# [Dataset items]
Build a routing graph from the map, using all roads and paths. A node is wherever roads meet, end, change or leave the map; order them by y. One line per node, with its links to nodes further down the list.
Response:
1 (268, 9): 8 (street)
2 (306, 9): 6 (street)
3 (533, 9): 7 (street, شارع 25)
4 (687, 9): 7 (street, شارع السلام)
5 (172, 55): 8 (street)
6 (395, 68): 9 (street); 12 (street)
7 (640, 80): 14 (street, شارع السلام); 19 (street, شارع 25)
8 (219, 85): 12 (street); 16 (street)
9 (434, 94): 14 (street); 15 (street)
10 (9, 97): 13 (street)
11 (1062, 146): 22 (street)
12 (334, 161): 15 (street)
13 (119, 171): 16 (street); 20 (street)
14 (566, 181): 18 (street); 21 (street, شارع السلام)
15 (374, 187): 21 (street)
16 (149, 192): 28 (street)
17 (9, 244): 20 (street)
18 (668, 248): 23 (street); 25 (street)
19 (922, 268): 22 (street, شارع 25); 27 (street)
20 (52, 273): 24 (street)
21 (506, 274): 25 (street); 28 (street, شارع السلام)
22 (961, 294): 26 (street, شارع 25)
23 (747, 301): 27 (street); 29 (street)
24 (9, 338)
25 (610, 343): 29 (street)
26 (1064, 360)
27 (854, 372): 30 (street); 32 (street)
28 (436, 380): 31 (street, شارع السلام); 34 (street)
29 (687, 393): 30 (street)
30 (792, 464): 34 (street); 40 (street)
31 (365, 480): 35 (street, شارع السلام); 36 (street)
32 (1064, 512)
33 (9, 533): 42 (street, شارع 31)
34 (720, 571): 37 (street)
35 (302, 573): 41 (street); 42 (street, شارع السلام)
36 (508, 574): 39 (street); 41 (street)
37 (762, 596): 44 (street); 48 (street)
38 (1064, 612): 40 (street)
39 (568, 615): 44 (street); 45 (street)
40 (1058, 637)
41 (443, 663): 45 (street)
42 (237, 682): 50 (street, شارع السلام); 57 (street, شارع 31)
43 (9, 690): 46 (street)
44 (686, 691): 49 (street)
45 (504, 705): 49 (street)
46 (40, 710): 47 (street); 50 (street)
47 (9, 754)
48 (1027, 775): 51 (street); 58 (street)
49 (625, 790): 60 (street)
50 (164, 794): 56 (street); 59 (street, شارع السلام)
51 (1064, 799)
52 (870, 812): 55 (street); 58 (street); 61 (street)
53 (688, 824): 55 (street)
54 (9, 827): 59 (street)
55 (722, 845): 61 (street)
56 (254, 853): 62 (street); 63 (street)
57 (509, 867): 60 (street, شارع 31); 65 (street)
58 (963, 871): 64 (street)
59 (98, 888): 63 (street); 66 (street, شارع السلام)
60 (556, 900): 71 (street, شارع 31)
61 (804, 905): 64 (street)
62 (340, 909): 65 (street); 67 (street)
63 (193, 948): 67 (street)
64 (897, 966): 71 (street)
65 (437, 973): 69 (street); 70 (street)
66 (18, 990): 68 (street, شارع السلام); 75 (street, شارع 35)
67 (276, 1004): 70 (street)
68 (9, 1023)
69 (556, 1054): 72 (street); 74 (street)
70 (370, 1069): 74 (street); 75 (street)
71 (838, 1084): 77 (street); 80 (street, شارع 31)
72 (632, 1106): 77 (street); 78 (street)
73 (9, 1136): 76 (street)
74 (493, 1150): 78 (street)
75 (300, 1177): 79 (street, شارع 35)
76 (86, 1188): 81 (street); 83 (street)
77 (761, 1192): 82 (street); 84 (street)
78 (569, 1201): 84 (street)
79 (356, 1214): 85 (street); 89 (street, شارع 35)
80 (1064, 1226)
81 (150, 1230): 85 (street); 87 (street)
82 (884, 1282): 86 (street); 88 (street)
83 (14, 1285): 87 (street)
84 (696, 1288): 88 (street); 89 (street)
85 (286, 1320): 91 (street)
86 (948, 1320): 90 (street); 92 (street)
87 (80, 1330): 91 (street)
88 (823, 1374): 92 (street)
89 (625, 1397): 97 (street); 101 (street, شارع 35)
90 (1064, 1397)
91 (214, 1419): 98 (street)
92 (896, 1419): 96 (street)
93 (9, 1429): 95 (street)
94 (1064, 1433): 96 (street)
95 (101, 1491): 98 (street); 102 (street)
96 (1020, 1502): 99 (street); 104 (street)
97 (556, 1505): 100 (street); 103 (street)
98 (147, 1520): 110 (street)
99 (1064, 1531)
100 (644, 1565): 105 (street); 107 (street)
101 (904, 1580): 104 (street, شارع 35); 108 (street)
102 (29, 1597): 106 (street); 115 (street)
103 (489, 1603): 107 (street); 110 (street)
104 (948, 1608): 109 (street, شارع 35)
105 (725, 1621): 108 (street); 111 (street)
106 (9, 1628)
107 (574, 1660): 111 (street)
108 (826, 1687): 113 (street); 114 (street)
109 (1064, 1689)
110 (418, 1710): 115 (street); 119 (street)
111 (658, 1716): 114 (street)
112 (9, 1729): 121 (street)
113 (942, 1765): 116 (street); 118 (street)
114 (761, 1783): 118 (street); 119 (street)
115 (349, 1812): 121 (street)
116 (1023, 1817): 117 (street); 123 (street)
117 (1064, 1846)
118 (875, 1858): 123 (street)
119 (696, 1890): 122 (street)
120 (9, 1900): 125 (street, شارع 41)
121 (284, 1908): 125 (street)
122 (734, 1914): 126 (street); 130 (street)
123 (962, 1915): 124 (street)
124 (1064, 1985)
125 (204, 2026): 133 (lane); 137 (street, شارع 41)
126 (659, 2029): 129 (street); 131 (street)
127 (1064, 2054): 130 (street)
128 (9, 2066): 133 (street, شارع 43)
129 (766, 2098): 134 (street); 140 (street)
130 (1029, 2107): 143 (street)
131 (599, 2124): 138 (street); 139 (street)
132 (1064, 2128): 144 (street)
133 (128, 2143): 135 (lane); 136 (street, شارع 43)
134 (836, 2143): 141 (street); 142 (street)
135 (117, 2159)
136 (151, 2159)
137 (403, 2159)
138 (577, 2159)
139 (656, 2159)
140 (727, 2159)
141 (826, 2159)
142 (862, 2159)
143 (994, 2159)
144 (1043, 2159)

# [Exercise directions]
Tally up the lines of the data above where the string "lane" appears, and give only the count.

# [Answer for this exercise]
2